> **PROBLEM TO SOLVE**
Reproduce every entry that follows word for word, but omit the images.

Saved data entries
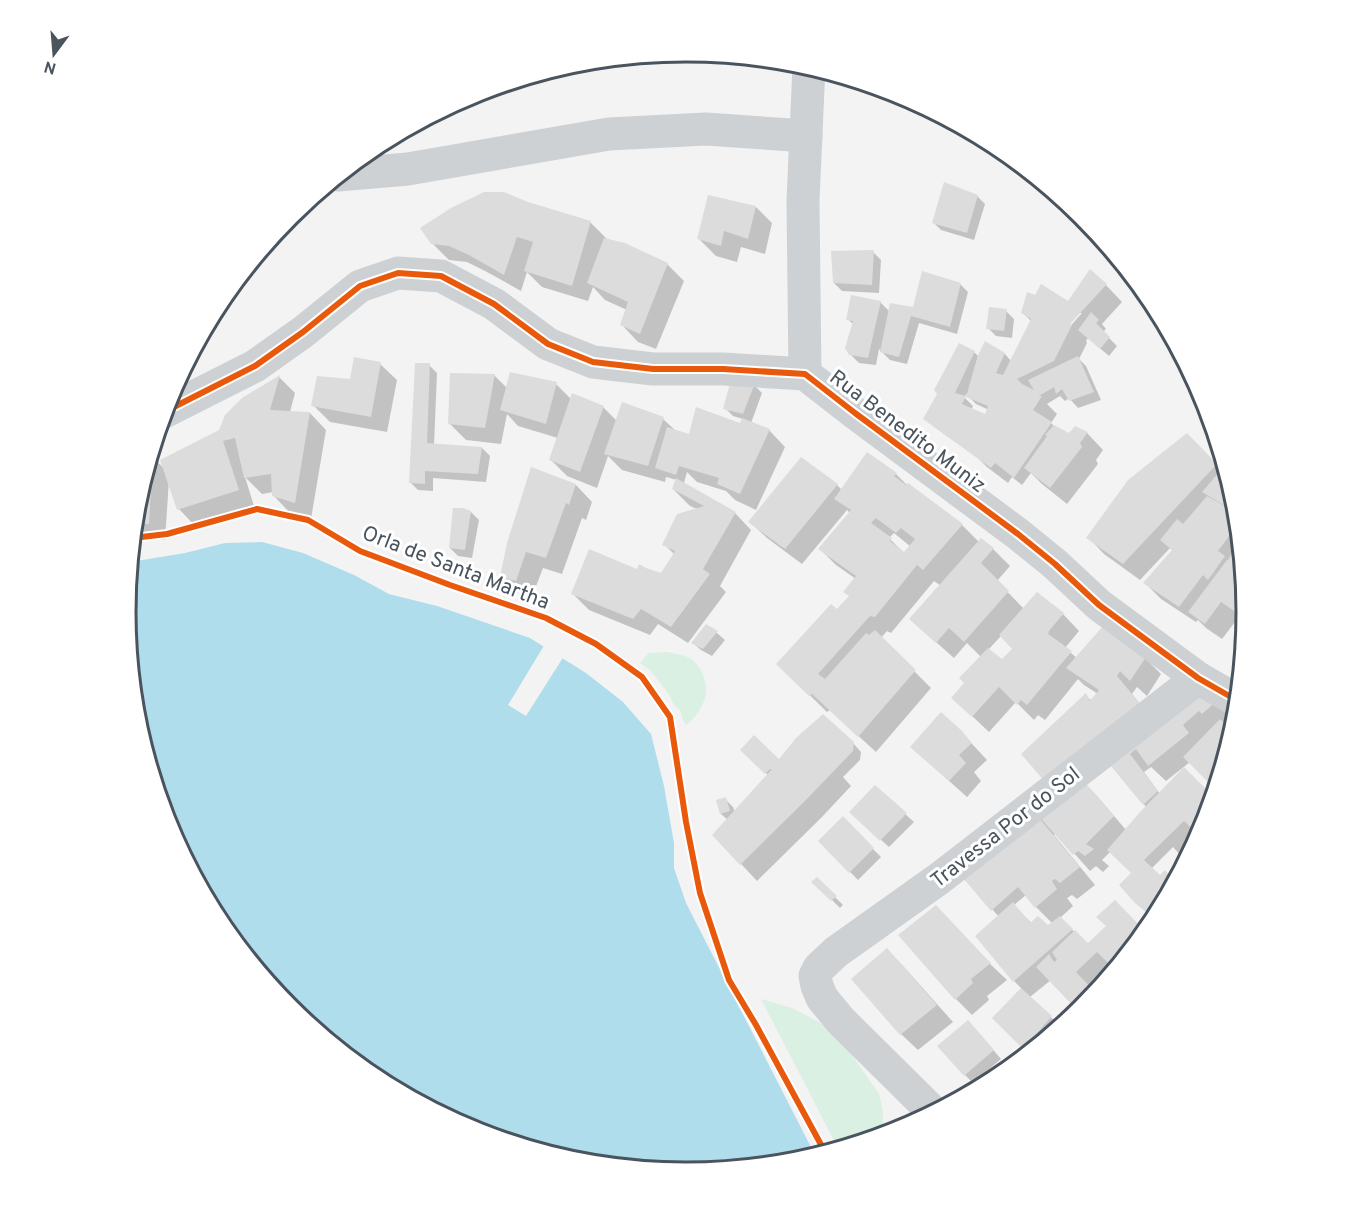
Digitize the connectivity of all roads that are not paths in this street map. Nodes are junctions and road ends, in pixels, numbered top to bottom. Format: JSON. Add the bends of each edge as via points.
{"nodes":[{"id":1,"x":809,"y":76,"type":"edge"},
{"id":2,"x":806,"y":136,"type":"junction"},
{"id":3,"x":353,"y":174,"type":"edge"},
{"id":4,"x":805,"y":374,"type":"junction"},
{"id":5,"x":176,"y":406,"type":"edge"},
{"id":6,"x":1198,"y":678,"type":"junction"},
{"id":7,"x":1229,"y":696,"type":"edge"},
{"id":8,"x":927,"y":1106,"type":"edge"}],
"edges":[{"from":1,"to":2,"type":"street"},
{"from":2,"to":3,"type":"street","via":[[706,129],[609,134],[408,169]]},
{"from":2,"to":4,"type":"street"},
{"from":4,"to":5,"type":"street","name":"Rua Benedito Muniz","via":[[653,369],[593,362],[548,344],[494,303],[441,276],[398,273],[360,286],[255,366]]},
{"from":4,"to":6,"type":"street","name":"Rua Benedito Muniz","via":[[1018,534],[1099,605]]},
{"from":6,"to":7,"type":"street","name":"Rua Benedito Muniz"},
{"from":6,"to":8,"type":"street","name":"Travessa Por do Sol","via":[[940,878],[836,951],[819,968],[815,976],[822,998]]}]}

> **RESULT BELOW**
Digitize the connectivity of all roads that are not paths in this street map. Nodes are junctions and road ends, in pixels, numbered top to bottom. Format: JSON. Add the bends of each edge as via points.
{"nodes":[{"id":1,"x":809,"y":76,"type":"edge"},
{"id":2,"x":806,"y":136,"type":"junction"},
{"id":3,"x":353,"y":174,"type":"edge"},
{"id":4,"x":805,"y":374,"type":"junction"},
{"id":5,"x":176,"y":406,"type":"edge"},
{"id":6,"x":1198,"y":678,"type":"junction"},
{"id":7,"x":1229,"y":696,"type":"edge"},
{"id":8,"x":927,"y":1106,"type":"edge"}],
"edges":[{"from":1,"to":2,"type":"street"},
{"from":2,"to":3,"type":"street","via":[[706,129],[609,134],[408,169]]},
{"from":2,"to":4,"type":"street"},
{"from":4,"to":5,"type":"street","name":"Rua Benedito Muniz","via":[[653,369],[593,362],[548,344],[494,303],[441,276],[398,273],[360,286],[255,366]]},
{"from":4,"to":6,"type":"street","name":"Rua Benedito Muniz","via":[[1018,534],[1099,605]]},
{"from":6,"to":7,"type":"street","name":"Rua Benedito Muniz"},
{"from":6,"to":8,"type":"street","name":"Travessa Por do Sol","via":[[940,878],[836,951],[819,968],[815,976],[822,998]]}]}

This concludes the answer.